By expanding the battle against Alito even though a filibuster is unlikely, Democrats hope to make the GOP pay in November.

January 13, 2006|Ronald Brownstein | Times Staff Writer

Stephen Hourahan, Chafee's press secretary, said the senator was concerned that Alito "wasn't willing to go as far as Roberts" in describing the Roe vs. Wade decision as "settled law."

The two leading candidates in the Democratic primary who hope to take on Chafee have said they would oppose Alito.

A Chafee vote for Alito would open him to attack from the Democrats in a generally liberal state.

But on Thursday, pressure mounted on Chafee to stand by his party when Stephen P. Laffey, a conservative challenging him in the GOP primary, announced his support for Alito. A Chafee vote against Alito, while potentially aiding him in the general election, could help derail Chafee's renomination bid.

In Ohio, Democrats are hoping the Alito vote will provide fodder for their efforts to unseat Republican Sen.
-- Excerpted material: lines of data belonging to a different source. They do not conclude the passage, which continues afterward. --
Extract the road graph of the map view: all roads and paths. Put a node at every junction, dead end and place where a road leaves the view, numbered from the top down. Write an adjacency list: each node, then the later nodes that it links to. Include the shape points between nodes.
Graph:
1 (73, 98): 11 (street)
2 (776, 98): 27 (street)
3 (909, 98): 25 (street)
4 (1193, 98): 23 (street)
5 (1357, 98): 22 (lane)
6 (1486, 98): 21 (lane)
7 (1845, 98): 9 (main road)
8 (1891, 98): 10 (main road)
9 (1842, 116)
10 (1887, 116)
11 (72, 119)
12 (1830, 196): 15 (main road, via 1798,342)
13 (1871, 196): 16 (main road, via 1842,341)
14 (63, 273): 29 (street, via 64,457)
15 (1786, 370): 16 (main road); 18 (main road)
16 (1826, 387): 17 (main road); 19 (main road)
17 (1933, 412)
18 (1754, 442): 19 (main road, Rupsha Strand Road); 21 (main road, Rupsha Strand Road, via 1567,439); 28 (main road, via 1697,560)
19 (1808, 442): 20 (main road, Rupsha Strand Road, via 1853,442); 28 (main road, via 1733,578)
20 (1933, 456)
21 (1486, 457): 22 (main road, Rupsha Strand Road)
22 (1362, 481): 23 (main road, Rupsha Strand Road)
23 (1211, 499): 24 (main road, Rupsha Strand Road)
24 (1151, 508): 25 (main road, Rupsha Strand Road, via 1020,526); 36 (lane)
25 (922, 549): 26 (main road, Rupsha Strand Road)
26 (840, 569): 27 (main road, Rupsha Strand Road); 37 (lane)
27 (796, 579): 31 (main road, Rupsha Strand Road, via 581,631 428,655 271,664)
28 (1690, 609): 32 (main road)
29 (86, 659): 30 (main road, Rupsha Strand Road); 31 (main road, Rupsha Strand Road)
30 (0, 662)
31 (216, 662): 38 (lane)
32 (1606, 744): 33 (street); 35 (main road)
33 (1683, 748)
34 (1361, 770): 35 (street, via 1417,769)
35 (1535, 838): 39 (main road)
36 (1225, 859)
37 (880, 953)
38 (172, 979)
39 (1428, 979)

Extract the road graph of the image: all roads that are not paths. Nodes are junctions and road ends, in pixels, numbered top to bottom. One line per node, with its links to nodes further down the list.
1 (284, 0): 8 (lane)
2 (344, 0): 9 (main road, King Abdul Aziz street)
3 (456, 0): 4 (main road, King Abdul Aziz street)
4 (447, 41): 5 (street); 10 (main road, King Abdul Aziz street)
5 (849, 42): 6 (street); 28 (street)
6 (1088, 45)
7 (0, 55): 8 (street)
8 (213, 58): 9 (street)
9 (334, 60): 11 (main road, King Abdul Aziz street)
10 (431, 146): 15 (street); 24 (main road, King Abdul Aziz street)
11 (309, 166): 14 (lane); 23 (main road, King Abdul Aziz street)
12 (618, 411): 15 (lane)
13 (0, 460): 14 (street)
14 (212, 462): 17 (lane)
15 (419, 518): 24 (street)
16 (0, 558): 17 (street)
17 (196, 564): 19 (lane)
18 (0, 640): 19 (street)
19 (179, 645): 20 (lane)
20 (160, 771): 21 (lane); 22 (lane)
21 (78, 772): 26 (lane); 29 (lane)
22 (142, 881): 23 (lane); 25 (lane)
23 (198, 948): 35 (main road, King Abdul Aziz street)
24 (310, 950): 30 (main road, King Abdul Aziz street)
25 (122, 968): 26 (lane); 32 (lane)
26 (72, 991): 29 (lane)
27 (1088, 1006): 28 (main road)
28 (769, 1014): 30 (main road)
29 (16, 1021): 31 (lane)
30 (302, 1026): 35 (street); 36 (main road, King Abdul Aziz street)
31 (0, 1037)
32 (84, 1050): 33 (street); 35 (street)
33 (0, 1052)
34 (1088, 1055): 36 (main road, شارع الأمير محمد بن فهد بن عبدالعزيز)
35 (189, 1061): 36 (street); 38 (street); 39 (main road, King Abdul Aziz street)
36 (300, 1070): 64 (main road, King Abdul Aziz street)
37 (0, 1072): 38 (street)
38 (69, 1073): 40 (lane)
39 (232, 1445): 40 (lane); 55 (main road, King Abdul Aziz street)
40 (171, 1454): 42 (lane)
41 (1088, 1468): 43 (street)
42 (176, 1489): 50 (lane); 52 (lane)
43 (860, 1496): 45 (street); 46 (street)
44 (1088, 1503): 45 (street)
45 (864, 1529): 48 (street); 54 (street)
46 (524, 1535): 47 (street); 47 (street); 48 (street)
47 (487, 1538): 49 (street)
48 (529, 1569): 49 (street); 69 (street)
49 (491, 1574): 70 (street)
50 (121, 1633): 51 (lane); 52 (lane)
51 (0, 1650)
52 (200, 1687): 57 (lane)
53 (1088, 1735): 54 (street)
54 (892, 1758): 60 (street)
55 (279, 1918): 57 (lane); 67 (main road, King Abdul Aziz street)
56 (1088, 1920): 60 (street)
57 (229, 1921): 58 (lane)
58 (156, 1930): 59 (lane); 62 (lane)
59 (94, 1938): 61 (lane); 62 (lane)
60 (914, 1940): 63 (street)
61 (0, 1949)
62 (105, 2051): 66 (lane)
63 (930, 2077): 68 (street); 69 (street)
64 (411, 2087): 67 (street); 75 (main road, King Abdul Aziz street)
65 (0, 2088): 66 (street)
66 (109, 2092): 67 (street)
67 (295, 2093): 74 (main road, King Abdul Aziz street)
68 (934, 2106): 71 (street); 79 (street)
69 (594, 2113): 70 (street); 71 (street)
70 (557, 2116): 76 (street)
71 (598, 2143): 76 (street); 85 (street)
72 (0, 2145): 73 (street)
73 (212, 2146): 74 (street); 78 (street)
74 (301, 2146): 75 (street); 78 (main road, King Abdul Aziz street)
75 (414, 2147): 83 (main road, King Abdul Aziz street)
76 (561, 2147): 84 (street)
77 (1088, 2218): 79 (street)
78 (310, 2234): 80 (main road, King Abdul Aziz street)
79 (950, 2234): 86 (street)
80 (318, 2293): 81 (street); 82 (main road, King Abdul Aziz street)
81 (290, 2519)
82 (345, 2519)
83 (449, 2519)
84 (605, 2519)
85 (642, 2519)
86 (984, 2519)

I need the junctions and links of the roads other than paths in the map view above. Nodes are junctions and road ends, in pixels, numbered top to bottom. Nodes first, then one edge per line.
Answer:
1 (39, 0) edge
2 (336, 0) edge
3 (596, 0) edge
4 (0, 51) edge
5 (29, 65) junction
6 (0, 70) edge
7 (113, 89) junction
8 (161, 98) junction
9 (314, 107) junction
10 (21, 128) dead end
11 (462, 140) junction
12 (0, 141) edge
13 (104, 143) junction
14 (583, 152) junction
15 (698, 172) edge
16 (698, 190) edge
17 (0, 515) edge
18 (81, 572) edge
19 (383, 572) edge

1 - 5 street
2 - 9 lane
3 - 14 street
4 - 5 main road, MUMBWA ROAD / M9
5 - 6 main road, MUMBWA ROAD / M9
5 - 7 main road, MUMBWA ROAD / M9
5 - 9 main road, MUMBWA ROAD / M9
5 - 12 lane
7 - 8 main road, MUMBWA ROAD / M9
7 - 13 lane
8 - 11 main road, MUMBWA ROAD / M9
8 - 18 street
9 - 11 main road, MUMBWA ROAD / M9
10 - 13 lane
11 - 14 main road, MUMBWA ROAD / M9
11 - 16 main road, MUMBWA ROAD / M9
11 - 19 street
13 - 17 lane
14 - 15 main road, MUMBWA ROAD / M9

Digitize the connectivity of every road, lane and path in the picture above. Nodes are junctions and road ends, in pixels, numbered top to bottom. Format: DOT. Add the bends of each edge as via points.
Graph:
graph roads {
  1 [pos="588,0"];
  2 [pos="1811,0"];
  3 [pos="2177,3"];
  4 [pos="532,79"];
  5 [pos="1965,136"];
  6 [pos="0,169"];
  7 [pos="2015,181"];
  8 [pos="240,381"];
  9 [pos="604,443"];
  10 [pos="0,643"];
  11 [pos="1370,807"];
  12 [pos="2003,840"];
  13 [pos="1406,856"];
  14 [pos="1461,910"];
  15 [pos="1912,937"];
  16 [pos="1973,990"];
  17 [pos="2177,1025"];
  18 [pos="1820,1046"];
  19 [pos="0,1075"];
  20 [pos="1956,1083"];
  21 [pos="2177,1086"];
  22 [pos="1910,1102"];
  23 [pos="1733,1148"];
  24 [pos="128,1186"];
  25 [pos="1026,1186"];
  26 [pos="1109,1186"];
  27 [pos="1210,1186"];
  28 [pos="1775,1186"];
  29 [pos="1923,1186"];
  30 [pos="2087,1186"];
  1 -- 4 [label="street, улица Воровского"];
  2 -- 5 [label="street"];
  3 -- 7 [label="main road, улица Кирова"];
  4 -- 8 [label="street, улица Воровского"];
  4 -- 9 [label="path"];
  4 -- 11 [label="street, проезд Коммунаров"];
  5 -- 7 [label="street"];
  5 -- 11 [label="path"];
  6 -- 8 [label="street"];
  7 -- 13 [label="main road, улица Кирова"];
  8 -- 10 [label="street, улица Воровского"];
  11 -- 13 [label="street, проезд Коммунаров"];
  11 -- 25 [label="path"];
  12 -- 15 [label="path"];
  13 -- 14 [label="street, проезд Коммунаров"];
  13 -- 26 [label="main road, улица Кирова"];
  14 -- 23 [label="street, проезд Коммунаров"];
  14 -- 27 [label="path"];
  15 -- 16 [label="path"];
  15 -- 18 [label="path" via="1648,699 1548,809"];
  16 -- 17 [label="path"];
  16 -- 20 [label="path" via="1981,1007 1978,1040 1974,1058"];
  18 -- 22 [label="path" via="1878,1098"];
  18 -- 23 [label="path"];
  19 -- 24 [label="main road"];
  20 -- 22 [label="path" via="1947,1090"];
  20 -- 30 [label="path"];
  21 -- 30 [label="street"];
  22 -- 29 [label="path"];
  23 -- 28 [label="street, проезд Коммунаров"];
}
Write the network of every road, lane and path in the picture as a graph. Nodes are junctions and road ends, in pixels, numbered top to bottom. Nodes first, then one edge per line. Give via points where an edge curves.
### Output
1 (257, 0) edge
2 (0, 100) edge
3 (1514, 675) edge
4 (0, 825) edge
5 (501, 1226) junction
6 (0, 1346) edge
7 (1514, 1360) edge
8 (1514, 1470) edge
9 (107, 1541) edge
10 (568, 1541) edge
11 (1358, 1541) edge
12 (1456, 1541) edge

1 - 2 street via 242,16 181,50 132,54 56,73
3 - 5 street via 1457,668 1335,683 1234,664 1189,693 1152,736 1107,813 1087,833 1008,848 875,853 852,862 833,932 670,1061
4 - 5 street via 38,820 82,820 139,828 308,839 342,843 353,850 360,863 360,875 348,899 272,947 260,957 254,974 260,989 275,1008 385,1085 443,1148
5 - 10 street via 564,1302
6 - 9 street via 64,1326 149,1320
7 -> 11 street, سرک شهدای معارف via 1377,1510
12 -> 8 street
Mike DeWine in what is expected to be a close race.

DeWine has praised Alito; the two Democrats vying to oppose him -- Iraq veteran Paul Hackett and Rep. Sherrod Brown -- have criticized the nomination.

Brown said that although DeWine's support for Alito might not become a central issue in the campaign, it would fit into a larger indictment that the incumbent, "while a decent guy, has been a foot soldier for Bush on every major issue."